Ben Galliart writes "Microsoft's Port 25 blog, the voice of MS Linux Labs and a spin-off from the MS Channel 9 blog, has an interview with Miguel de Icaza where they discuss the Gnome and Mono projects. It is a nice change of pace to see Microsoft go from attacking Novell and Linux to interviewing a Novell employee about a Linux desktop system. Port 25 has come under some fire since they can not always be trusted. Port 25 has on occasion put out FUD such as claiming Microsoft is doing more to improve security than any other vendor and a security guide attacking Red Hat for not providing security updates for Red Hat v9 despite that Red Hat ended support back in 2004. They have also released a password synchronization daemon for Red Hat, AIX, HPUX and Solaris that must run as root and makes several calls to strcpy() (which violates Microsoft's guidelines for doing secure coding)."

4 of 202 comments (clear)

  1. Link to interview doesn't work. by RingDev · · Score: 4, Informative

    Just goto http://port25.technet.com/ and click the link on the front page.

    -Rick

    --
    "Most people in the U.S. wouldn't know they live in a tyrannical state if it walked up and grabbed their junk." - MyFirs
    1. Re:Link to interview doesn't work. by RingDev · · Score: 4, Informative

      The -- (two hyphens) is resolving to %E2%80%94

      The link should be: http://port25.technet.com/archive/2006/08/11/Let_2 700_s-talk-Mono_3A00_--Sam-interviews-Miguel-de-Ic aza.aspx

      but some ass hat probably pasted it into MS Word to spell check the summary, and word resolves -- to it's funky double wide hyphen character.

      -Rick

      --
      "Most people in the U.S. wouldn't know they live in a tyrannical state if it walked up and grabbed their junk." - MyFirs
  2. Re:Enlighten me by dyamkovoy · · Score: 3, Informative

    strcpy copies one string into a location without caring about how much space there actually is. Meaning a hacker (or careless programmer) can write too much into that location and overwrite important data (such as the stack). See Buffer Overflow.

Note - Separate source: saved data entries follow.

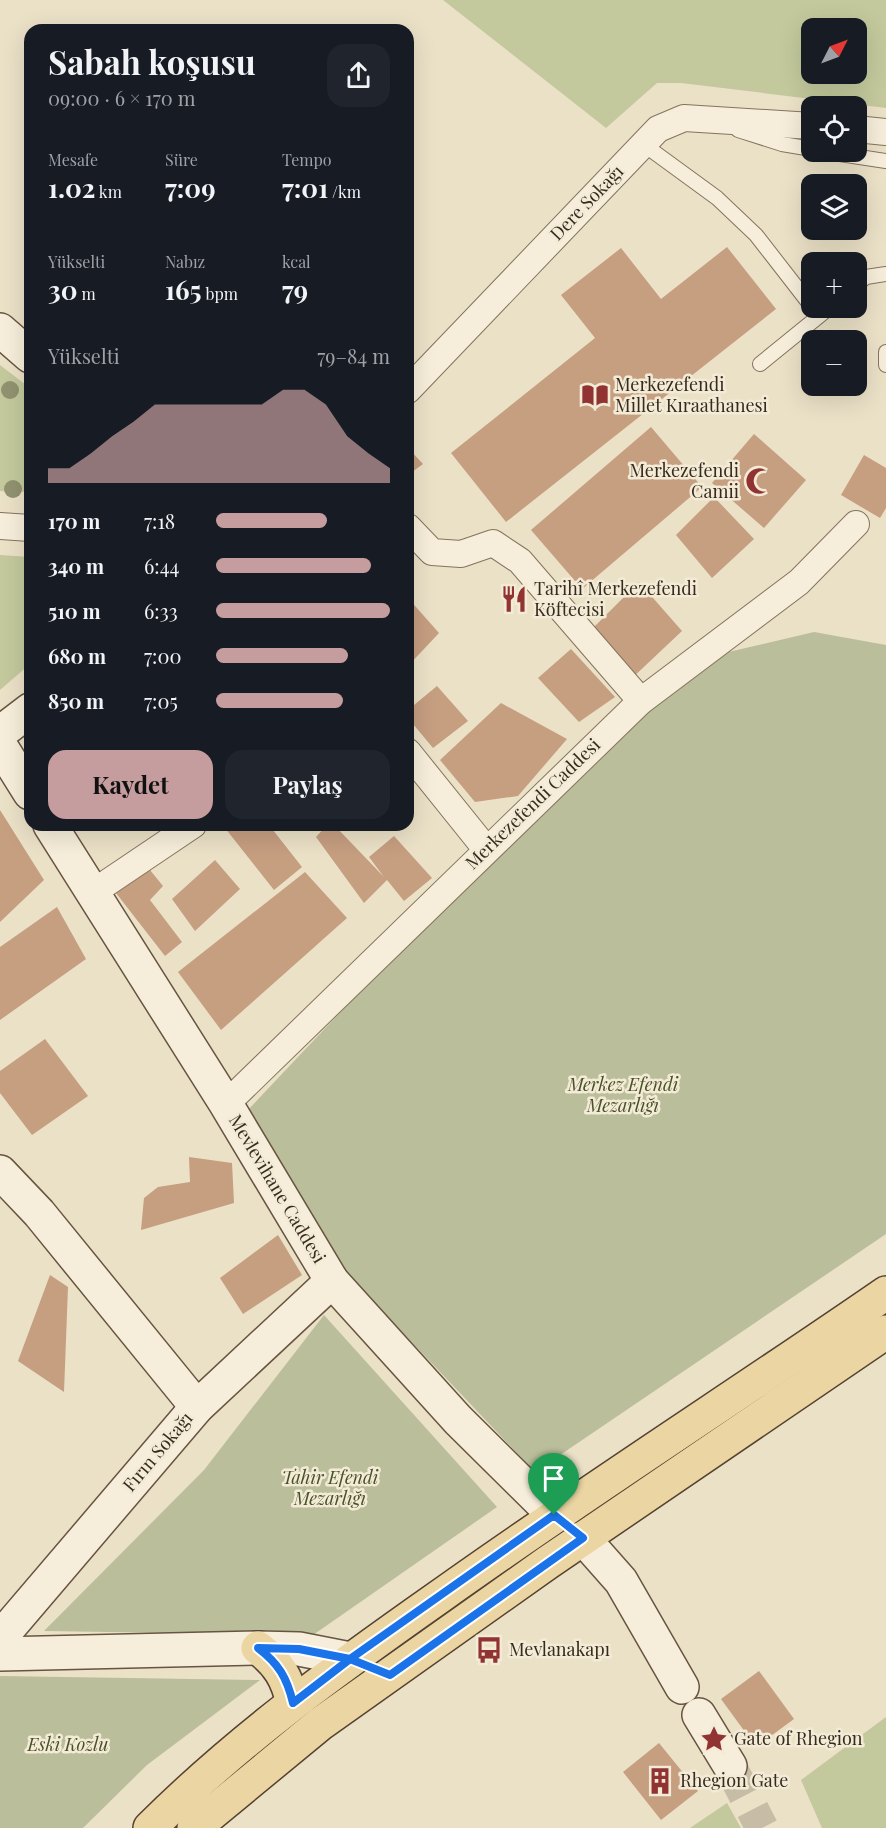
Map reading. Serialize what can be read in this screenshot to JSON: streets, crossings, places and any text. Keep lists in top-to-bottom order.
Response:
{
  "streets": {
    "street": [
      "Dere Sokağı",
      "Merkezefendi Caddesi",
      "Mevlevihane Caddesi",
      "Fırın Sokağı"
    ]
  },
  "crossings": [
    ["Merkezefendi Caddesi", "Mevlevihane Caddesi"],
    ["Mevlevihane Caddesi", "Fırın Sokağı"]
  ],
  "parks": ["Merkez Efendi Mezarlığı", "Tahir Efendi Mezarlığı", "Eski Kozlu"],
  "places": {
    "library": ["Merkezefendi Millet Kıraathanesi"],
    "mosque": ["Merkezefendi Camii"],
    "restaurant": ["Tarihî Merkezefendi Köftecisi"],
    "bus stop": ["Mevlanakapı"],
    "place": ["Gate of Rhegion"],
    "building": ["Rhegion Gate"]
  },
  "north": "top right",
  "page": {
    "map_buttons": ["+", "−"],
    "heading": ["Sabah koşusu", "09:00 · 6 × 170 m"],
    "stats": [
      ["Mesafe", "1.02 km"],
      ["Süre", "7:09"],
      ["Tempo", "7:01 /km"],
      ["Yükselti", "30 m"],
      ["Nabız", "165 bpm"],
      ["kcal", "79"]
    ],
    "chart": ["Yükselti", "79–84 m"],
    "list": [
      {
        "name": "170 m",
        "note": "7:18"
      },
      {
        "name": "340 m",
        "note": "6:44"
      },
      {
        "name": "510 m",
        "note": "6:33"
      },
      {
        "name": "680 m",
        "note": "7:00"
      },
      {
        "name": "850 m",
        "note": "7:05"
      }
    ],
    "buttons": ["Kaydet", "Paylaş"]
  }
}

  3. strcpy ok sometimes by KidSock · · Score: 4, Informative

    I use strcpy. If you know for a fact that the string is terminated then it's overkill to use anything else. For example the below is perfectly legit:

        char buf[6];
        strcpy(buf, "hello");

    In fact, to truly protect yourself from invalid input you frequently need to write a state machine style input parser. It's the parser that ensures all strings are properly terminated which would mean all downstream copies could be performed safely with strcpy.

    It's far more important to understand *why* strcpy should not be used. Then you'll know when you *can* use it.